Work instruction -
For each line in the data that includes "Cuauhtemoc", make a copy.

Collected data
= = = = =

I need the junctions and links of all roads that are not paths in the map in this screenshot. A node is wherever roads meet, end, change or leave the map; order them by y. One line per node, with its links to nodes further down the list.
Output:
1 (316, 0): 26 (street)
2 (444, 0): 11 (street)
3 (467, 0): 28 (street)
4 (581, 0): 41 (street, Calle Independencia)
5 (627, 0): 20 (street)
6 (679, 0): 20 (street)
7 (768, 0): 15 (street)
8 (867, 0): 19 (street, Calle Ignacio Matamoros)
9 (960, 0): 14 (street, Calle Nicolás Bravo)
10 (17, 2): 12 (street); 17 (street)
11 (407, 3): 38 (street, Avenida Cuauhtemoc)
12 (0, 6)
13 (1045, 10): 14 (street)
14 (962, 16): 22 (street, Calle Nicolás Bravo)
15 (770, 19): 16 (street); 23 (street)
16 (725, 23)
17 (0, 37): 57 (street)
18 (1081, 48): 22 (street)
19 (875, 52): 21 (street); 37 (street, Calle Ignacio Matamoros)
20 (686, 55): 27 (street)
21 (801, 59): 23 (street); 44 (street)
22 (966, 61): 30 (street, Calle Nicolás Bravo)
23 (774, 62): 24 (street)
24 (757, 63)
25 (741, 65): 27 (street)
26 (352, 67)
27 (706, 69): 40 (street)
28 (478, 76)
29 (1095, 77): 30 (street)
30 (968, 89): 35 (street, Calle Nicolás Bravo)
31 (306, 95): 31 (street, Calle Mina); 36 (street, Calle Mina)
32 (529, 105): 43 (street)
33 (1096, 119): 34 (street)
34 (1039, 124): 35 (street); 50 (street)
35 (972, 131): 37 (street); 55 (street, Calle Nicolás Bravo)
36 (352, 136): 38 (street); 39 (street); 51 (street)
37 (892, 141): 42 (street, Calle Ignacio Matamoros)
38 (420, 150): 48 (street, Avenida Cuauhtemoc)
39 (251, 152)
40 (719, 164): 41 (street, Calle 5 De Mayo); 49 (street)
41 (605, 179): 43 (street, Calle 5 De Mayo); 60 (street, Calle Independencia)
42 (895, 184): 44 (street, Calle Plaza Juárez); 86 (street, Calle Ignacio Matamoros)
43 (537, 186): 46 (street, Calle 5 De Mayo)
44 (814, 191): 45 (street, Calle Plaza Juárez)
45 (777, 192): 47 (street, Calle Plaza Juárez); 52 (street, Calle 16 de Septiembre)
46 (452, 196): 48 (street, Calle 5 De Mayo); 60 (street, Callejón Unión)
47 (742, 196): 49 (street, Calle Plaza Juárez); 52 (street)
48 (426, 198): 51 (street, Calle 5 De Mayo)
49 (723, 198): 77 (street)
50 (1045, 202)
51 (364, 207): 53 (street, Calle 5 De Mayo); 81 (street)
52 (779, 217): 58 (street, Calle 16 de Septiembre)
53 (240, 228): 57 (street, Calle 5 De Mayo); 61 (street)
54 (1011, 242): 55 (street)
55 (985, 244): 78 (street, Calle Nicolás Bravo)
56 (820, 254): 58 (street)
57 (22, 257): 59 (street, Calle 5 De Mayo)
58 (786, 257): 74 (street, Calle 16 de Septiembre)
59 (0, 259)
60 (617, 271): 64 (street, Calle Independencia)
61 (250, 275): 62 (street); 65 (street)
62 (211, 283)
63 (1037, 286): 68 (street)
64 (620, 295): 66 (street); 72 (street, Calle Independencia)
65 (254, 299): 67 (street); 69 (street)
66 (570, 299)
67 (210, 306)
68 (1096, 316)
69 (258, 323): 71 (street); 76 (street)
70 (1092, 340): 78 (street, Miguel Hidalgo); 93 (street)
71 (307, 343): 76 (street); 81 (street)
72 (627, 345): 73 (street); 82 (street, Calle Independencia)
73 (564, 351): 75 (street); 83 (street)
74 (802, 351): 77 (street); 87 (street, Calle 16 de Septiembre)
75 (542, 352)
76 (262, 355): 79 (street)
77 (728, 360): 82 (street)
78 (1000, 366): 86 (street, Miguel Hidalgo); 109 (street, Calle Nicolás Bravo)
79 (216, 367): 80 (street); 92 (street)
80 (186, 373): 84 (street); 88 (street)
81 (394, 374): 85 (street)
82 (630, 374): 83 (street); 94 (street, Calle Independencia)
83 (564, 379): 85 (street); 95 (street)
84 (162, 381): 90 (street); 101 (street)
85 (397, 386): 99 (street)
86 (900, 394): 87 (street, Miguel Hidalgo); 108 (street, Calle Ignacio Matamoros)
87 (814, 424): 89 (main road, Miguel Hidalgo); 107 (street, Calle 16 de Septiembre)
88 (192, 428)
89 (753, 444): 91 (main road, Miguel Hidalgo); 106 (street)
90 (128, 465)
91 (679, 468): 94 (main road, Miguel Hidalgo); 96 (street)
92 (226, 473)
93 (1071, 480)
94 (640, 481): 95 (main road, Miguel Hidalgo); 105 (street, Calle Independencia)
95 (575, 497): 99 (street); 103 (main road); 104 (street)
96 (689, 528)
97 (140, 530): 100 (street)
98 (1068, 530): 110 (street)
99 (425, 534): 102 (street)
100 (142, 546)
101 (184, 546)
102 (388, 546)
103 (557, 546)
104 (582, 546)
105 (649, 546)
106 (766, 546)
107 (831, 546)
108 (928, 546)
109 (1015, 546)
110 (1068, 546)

= = = = =

Final answer -
11 (407, 3): 38 (street, Avenida Cuauhtemoc)
38 (420, 150): 48 (street, Avenida Cuauhtemoc)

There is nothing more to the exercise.